Go through the entries below. Copy out every line that contains "Siedlecka".

Data provided:
□ □ □
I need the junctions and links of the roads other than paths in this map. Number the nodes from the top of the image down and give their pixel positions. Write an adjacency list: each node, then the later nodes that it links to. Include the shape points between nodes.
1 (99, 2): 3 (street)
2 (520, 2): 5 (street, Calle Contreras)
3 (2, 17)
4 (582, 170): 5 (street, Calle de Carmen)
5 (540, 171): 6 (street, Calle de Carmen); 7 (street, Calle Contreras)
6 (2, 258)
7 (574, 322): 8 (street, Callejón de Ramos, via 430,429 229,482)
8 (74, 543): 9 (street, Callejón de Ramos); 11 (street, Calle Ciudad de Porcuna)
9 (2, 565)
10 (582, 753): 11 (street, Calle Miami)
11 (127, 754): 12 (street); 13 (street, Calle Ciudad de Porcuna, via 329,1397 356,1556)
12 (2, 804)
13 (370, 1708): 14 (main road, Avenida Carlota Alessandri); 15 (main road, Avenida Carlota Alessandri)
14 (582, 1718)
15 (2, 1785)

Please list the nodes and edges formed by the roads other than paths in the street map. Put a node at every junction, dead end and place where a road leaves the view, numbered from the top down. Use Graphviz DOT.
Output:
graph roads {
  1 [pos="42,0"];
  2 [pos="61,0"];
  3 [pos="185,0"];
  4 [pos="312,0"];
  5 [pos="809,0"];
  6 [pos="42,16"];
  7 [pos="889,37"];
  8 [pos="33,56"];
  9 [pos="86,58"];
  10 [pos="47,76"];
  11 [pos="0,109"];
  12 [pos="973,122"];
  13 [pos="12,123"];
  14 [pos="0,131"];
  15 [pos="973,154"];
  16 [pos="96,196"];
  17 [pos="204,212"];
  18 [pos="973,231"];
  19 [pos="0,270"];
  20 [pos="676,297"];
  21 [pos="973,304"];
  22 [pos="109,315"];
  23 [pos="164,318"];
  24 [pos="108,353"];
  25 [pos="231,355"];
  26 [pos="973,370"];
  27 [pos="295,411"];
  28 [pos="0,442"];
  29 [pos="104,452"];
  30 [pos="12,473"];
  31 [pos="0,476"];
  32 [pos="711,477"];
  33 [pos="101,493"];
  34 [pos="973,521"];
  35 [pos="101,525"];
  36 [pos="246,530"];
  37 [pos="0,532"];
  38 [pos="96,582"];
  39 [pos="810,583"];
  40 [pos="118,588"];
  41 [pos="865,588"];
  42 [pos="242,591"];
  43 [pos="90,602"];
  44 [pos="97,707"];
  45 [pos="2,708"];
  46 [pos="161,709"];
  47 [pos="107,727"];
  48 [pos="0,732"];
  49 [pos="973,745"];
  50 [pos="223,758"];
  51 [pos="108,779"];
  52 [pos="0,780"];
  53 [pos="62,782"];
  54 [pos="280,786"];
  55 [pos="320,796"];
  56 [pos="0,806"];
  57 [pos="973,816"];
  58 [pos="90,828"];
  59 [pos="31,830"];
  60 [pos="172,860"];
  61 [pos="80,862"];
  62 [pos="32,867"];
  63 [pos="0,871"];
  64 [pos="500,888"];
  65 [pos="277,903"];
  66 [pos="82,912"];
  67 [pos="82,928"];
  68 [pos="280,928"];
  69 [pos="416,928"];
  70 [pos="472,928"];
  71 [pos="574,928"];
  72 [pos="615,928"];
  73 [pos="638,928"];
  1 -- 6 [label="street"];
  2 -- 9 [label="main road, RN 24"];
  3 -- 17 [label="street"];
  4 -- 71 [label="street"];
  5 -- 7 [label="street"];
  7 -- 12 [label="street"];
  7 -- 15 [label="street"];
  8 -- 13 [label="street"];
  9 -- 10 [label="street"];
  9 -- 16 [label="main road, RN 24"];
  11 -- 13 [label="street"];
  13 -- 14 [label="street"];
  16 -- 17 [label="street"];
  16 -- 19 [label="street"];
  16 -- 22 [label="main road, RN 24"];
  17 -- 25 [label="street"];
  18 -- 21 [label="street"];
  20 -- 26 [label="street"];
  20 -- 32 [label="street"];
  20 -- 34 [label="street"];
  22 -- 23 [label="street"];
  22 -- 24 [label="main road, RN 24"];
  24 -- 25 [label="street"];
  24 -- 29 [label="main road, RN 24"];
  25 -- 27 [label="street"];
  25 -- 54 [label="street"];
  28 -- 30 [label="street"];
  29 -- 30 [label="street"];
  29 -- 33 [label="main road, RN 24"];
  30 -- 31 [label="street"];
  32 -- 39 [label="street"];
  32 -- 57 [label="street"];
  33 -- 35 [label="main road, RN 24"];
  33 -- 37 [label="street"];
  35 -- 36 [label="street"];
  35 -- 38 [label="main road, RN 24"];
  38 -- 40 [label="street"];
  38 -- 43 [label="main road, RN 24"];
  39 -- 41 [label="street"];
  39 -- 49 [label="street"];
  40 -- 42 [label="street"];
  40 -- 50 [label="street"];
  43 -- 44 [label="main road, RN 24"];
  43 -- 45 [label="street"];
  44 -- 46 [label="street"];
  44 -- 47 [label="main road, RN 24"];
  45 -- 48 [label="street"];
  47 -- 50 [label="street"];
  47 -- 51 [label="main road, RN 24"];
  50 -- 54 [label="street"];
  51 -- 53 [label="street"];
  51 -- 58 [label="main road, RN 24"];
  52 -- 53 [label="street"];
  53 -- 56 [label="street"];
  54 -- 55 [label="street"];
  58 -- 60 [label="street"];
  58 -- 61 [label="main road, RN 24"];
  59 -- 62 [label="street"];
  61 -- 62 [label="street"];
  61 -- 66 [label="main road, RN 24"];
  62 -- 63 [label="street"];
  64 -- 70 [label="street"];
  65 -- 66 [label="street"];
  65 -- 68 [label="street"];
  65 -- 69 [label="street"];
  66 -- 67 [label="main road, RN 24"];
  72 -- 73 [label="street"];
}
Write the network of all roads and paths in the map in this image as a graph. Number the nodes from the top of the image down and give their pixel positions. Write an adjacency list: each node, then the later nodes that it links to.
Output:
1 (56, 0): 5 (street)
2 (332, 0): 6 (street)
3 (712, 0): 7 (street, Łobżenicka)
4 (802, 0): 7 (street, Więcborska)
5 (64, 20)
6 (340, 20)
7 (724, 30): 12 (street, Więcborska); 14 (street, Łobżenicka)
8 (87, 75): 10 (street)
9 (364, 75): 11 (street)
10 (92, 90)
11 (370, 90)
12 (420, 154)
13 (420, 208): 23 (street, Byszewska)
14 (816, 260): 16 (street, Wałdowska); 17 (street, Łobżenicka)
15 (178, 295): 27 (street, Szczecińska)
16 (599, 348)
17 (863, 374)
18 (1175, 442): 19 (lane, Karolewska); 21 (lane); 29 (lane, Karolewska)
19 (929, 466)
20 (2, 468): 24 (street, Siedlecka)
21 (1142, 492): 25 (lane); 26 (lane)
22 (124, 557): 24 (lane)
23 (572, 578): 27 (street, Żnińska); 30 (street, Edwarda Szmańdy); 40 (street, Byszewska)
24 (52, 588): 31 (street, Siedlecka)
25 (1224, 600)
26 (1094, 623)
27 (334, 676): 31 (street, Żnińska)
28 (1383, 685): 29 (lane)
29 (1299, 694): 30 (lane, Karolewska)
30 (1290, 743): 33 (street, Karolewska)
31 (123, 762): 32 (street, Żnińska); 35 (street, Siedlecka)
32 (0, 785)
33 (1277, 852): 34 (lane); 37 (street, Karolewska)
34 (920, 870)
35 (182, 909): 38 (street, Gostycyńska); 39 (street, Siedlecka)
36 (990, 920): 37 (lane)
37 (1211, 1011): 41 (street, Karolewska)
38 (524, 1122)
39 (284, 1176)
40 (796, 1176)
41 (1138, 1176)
□ □ □
Response to this task:
20 (2, 468): 24 (street, Siedlecka)
24 (52, 588): 31 (street, Siedlecka)
31 (123, 762): 32 (street, Żnińska); 35 (street, Siedlecka)
35 (182, 909): 38 (street, Gostycyńska); 39 (street, Siedlecka)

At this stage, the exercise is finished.